Supplied records:
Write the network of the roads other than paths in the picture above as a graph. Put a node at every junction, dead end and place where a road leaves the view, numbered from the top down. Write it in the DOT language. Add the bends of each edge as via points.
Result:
--
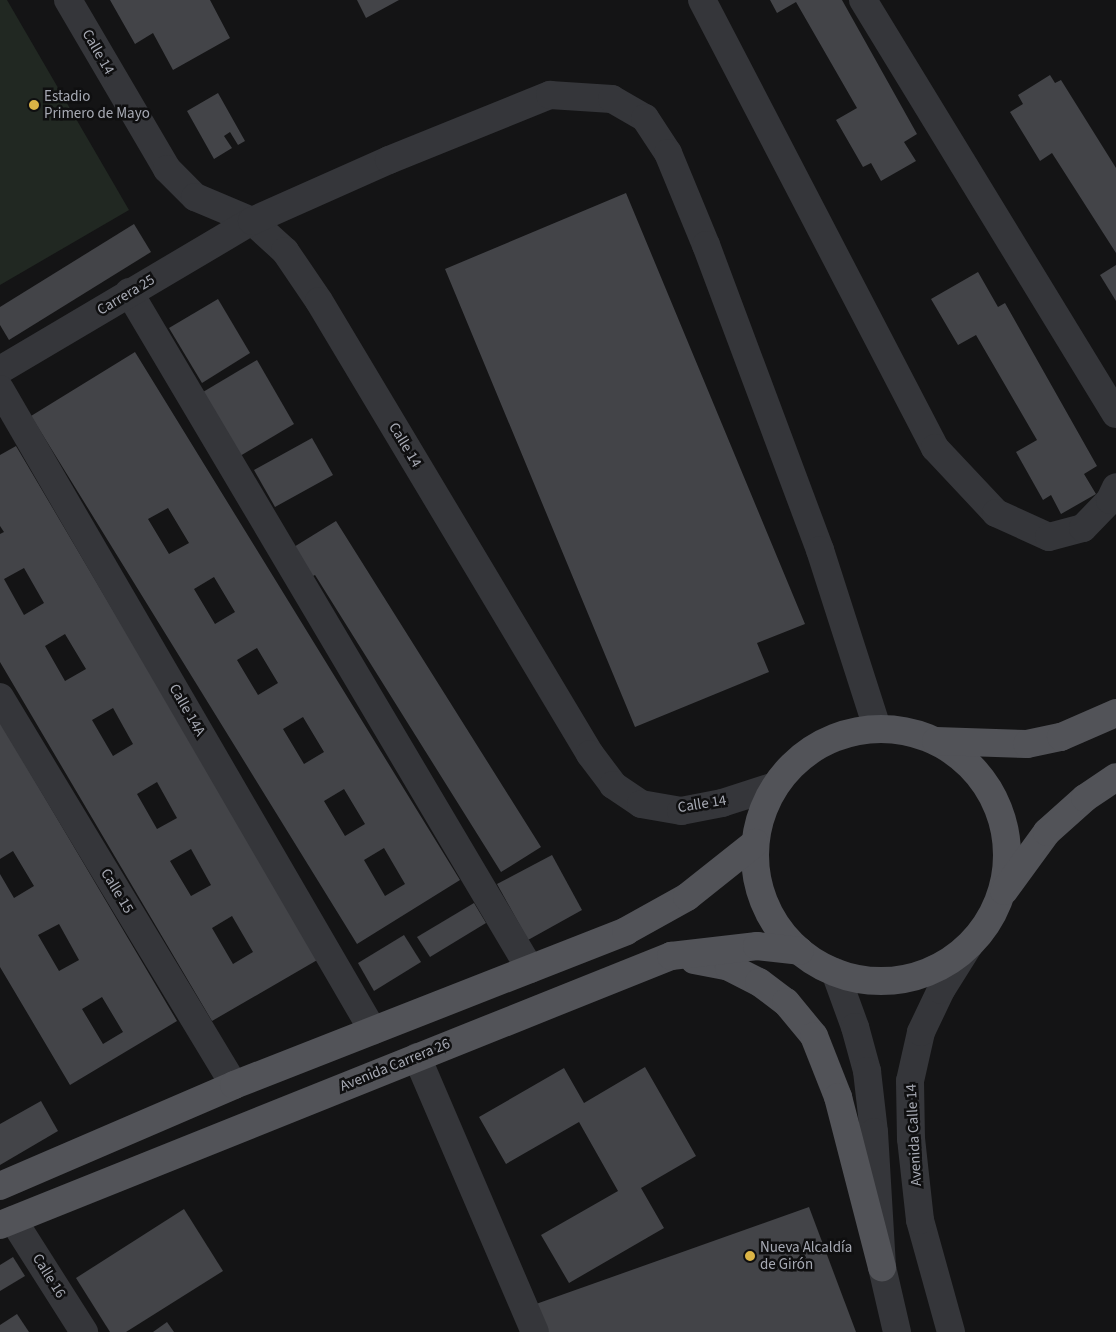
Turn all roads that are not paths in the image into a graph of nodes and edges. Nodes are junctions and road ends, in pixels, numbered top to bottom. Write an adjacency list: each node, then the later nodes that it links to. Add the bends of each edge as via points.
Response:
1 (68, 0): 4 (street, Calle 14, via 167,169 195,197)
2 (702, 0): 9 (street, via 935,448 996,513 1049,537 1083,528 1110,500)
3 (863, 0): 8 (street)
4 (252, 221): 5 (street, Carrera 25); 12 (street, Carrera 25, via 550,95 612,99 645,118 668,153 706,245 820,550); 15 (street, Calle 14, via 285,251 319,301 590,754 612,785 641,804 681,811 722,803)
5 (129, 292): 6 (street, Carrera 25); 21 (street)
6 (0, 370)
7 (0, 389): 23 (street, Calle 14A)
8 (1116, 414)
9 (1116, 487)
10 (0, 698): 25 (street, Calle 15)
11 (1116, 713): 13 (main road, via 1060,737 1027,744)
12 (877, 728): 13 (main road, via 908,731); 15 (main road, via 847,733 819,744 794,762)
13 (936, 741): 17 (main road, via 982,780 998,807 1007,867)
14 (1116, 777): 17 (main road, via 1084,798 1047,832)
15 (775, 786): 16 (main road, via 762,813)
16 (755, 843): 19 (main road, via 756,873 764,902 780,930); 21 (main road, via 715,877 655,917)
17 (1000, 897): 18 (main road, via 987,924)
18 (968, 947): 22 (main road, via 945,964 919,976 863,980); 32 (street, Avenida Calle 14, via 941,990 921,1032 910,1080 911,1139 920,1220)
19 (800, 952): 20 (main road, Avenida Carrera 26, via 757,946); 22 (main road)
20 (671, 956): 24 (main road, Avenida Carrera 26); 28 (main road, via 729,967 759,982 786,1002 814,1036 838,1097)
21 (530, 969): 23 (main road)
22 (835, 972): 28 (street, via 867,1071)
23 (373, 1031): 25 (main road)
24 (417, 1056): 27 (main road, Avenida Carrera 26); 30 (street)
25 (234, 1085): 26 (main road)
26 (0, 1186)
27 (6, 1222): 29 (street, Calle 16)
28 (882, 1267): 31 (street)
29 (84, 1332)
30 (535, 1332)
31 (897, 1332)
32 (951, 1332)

Try it: Across the entries above, find the lines with the string "Write" and copy them.

Finished exercise:
Write the network of the roads other than paths in the picture above as a graph. Put a node at every junction, dead end and place where a road leaves the view, numbered from the top down. Write it in the DOT language. Add the bends of each edge as via points.
Turn all roads that are not paths in the image into a graph of nodes and edges. Nodes are junctions and road ends, in pixels, numbered top to bottom. Write an adjacency list: each node, then the later nodes that it links to. Add the bends of each edge as via points.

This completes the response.